Registered: 1513563978 Posts: 1
Minnie was a beautiful 8 month year old pug. We got her at 8 weeks in July and I was just so happy. But now that I've lost her, I just regret everything.
One day I woke up in the middle of the night to her crying and I saw that she had an accident all over her bed I just thought maybe she had just made a mistake so I cleaned her up and settled her down. But then later on, I found that she had also been vomiting. I then grew worried. I thought maybe she had eatten a lot of grass and got sick since she tends to do that quite often so I waited a day thinking it would go away. I wish I had never passed it off like that. I realized the next day it was much more serious than that.

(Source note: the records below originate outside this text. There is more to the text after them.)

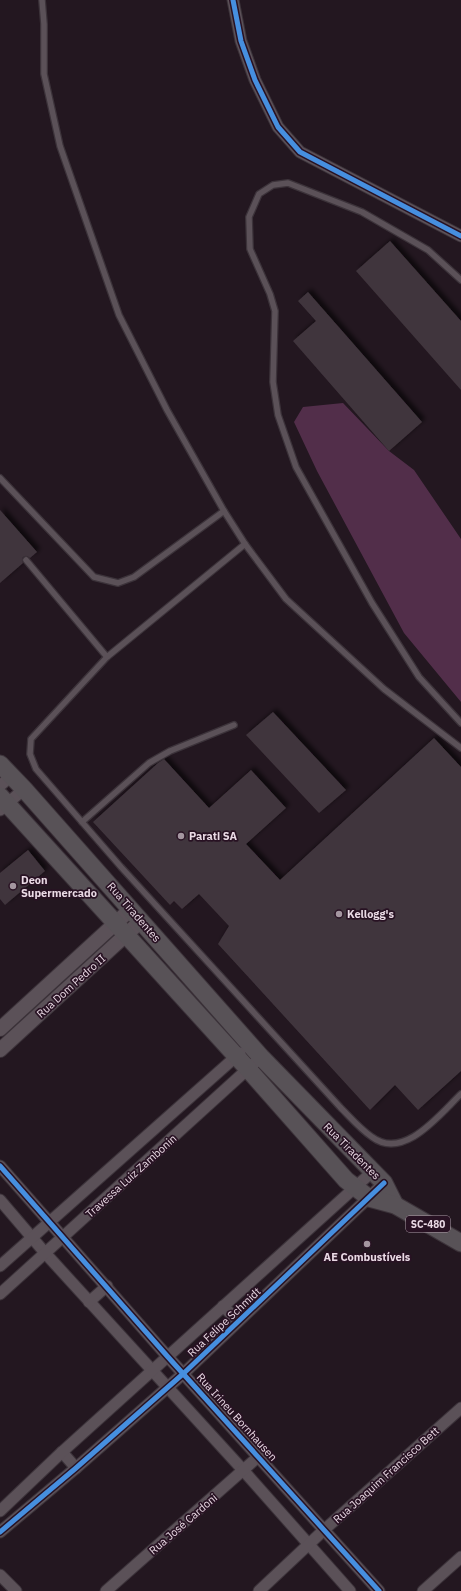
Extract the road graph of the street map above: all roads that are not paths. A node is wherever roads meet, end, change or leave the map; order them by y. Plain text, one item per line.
1 (42, 0) edge
2 (233, 0) edge
3 (461, 236) edge
4 (461, 280) edge
5 (0, 478) edge
6 (224, 511) junction
7 (245, 544) junction
8 (26, 560) dead end
9 (107, 657) junction
10 (461, 723) edge
11 (234, 725) dead end
12 (461, 748) edge
13 (4, 775) edge
14 (24, 789) junction
15 (2, 803) edge
16 (82, 822) junction
17 (136, 915) junction
18 (114, 923) junction
19 (126, 936) junction
20 (0, 1029) edge
21 (0, 1050) edge
22 (255, 1051) junction
23 (235, 1056) junction
24 (248, 1070) junction
25 (461, 1094) edge
26 (169, 1115) junction
27 (182, 1129) junction
28 (0, 1167) edge
29 (378, 1177) junction
30 (354, 1188) junction
31 (369, 1198) junction
32 (0, 1200) edge
33 (395, 1205) junction
34 (50, 1223) junction
35 (33, 1237) junction
36 (63, 1237) junction
37 (460, 1244) edge
38 (46, 1254) junction
39 (0, 1266) edge
40 (107, 1286) junction
41 (0, 1294) edge
42 (89, 1302) junction
43 (223, 1306) junction
44 (238, 1321) junction
45 (168, 1356) junction
46 (152, 1371) junction
47 (184, 1373) junction
48 (167, 1388) junction
49 (461, 1408) edge
50 (62, 1452) junction
51 (259, 1456) junction
52 (76, 1468) junction
53 (243, 1470) junction
54 (0, 1512) edge
55 (325, 1529) junction
56 (0, 1532) edge
57 (309, 1544) junction
58 (461, 1557) edge
59 (0, 1575) edge
60 (16, 1591) edge
61 (106, 1591) edge
62 (259, 1591) edge
63 (350, 1591) edge
64 (379, 1591) edge
65 (423, 1591) edge

1 - 6 lane
2 - 3 street
4 - 10 lane
5 - 6 lane
6 - 7 lane
7 - 9 lane
7 - 12 lane
8 - 9 lane
9 - 16 lane
11 - 16 lane
13 - 14 main road, Rua Tiradentes
14 - 15 street
14 - 17 main road, Rua Tiradentes
15 - 18 main road, Rua Tiradentes
16 - 25 lane
17 - 18 street, Rua Dom Pedro II
17 - 19 street, Rua Dom Pedro II
17 - 22 main road, Rua Tiradentes
18 - 19 main road, Rua Tiradentes
18 - 20 street, Rua Dom Pedro II
19 - 21 street, Rua Dom Pedro II
19 - 23 main road, Rua Tiradentes
22 - 23 street, Travessa Luiz Zambonin
22 - 24 street, Travessa Luiz Zambonin
22 - 29 main road, Rua Tiradentes
23 - 24 main road, Rua Tiradentes
23 - 26 street, Travessa Luiz Zambonin
24 - 27 street, Travessa Luiz Zambonin
24 - 30 main road, Rua Tiradentes
26 - 27 street
26 - 34 street, Travessa Luiz Zambonin
27 - 36 street, Travessa Luiz Zambonin
28 - 34 street, Rua Irineu Bornhausen
29 - 30 street, Rua Felipe Schmidt
29 - 31 street, Rua Felipe Schmidt
29 - 33 main road, Rua Tiradentes
30 - 31 main road, Rua Tiradentes
30 - 43 street, Rua Felipe Schmidt
31 - 33 main road, Rua Tiradentes
31 - 44 street, Rua Felipe Schmidt
32 - 35 street
33 - 37 main road, SC-480
34 - 35 street, Travessa Luiz Zambonin
34 - 36 street, Rua Irineu Bornhausen
35 - 38 street
35 - 39 street, Travessa Luiz Zambonin
36 - 38 street, Travessa Luiz Zambonin
36 - 40 street, Rua Irineu Bornhausen
38 - 41 street, Travessa Luiz Zambonin
38 - 42 street
40 - 42 street
40 - 45 street, Rua Irineu Bornhausen
42 - 46 street
43 - 44 street
43 - 45 street, Rua Felipe Schmidt
44 - 47 street, Rua Felipe Schmidt
45 - 46 street, Rua Felipe Schmidt
45 - 47 street, Rua Irineu Bornhausen
46 - 48 street
46 - 50 street, Rua Felipe Schmidt
47 - 48 street, Rua Felipe Schmidt
47 - 51 street, Rua Irineu Bornhausen
48 - 52 street, Rua Felipe Schmidt
48 - 53 street
49 - 55 street, Rua Joaquim Francisco Bett
50 - 52 street
50 - 54 street, Rua Felipe Schmidt
51 - 53 street, Rua José Cardoni
51 - 55 street, Rua Irineu Bornhausen
52 - 56 street, Rua Felipe Schmidt
53 - 57 street
53 - 61 street, Rua José Cardoni
55 - 57 street, Rua Joaquim Francisco Bett
55 - 64 street, Rua Irineu Bornhausen
57 - 62 street, Rua Joaquim Francisco Bett
57 - 63 street
58 - 65 street
59 - 60 street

My family and I took her to the vet and they told us that something was blocking up her intestines, which required immediate surgery. Although we weren't doing so great financially, we wanted her to be safe and happy again with us so we payed a hefty some for the surgery. The vet told us she had to make a tough decision mid operation, granting us a 50/50 chance of her surviving. Her recovery seemed to be going well, that is until the vet gave us grim news. The suture for her intestine was leaking, making it hard for her to eat and it would eventually make her go into shock due to the pain. The vet told us that now we'd only be waiting for her to die.
We made the painful decision to put her down so she didn't have to suffer further. It was heart breaking and even now it hurts so much. We saw her for the last time and she was so happy to see us despite the pain she was in. I wasnt able to see her pass. I know I couldn't handle seeing her die in front of me, but I now regret it. She must have been terrified but I left her there like a coward. I wish she never had to endure this pain. I wish I had been a better owner. Then, she wouldn't have had to leave this world so soon. I don't think I could ever have another pet in fear that l would fail them like I did Minnie.
Registered: 1498611382 Posts: 580
Dear Minnie's mom,
I am so sorry I didn't reply back to you sooner. I know you feel forgotten but please understand I know your pain and feel your heart ache. Losing Minnie was terrible for you. There will always be a hole in your heart that she took with her on her journey. I am sorry that your life saving measures didn't end the way you had hoped for. Saying it was her time doesn't make it easier or better to understand why. Not seeing her pass wasn't wrong. Some of us just can't bare to see their last breath. I chose to hold Termy to my heart as he breathed his last breath. It's an image that will stay with me for a very long time but I couldn't bare the thought that I saw him through his life's journey and not being with him then wasn't an option for me. Her life was short but just think of the love she shared with you in that time. Hold her memories close and always remember. God had other plans.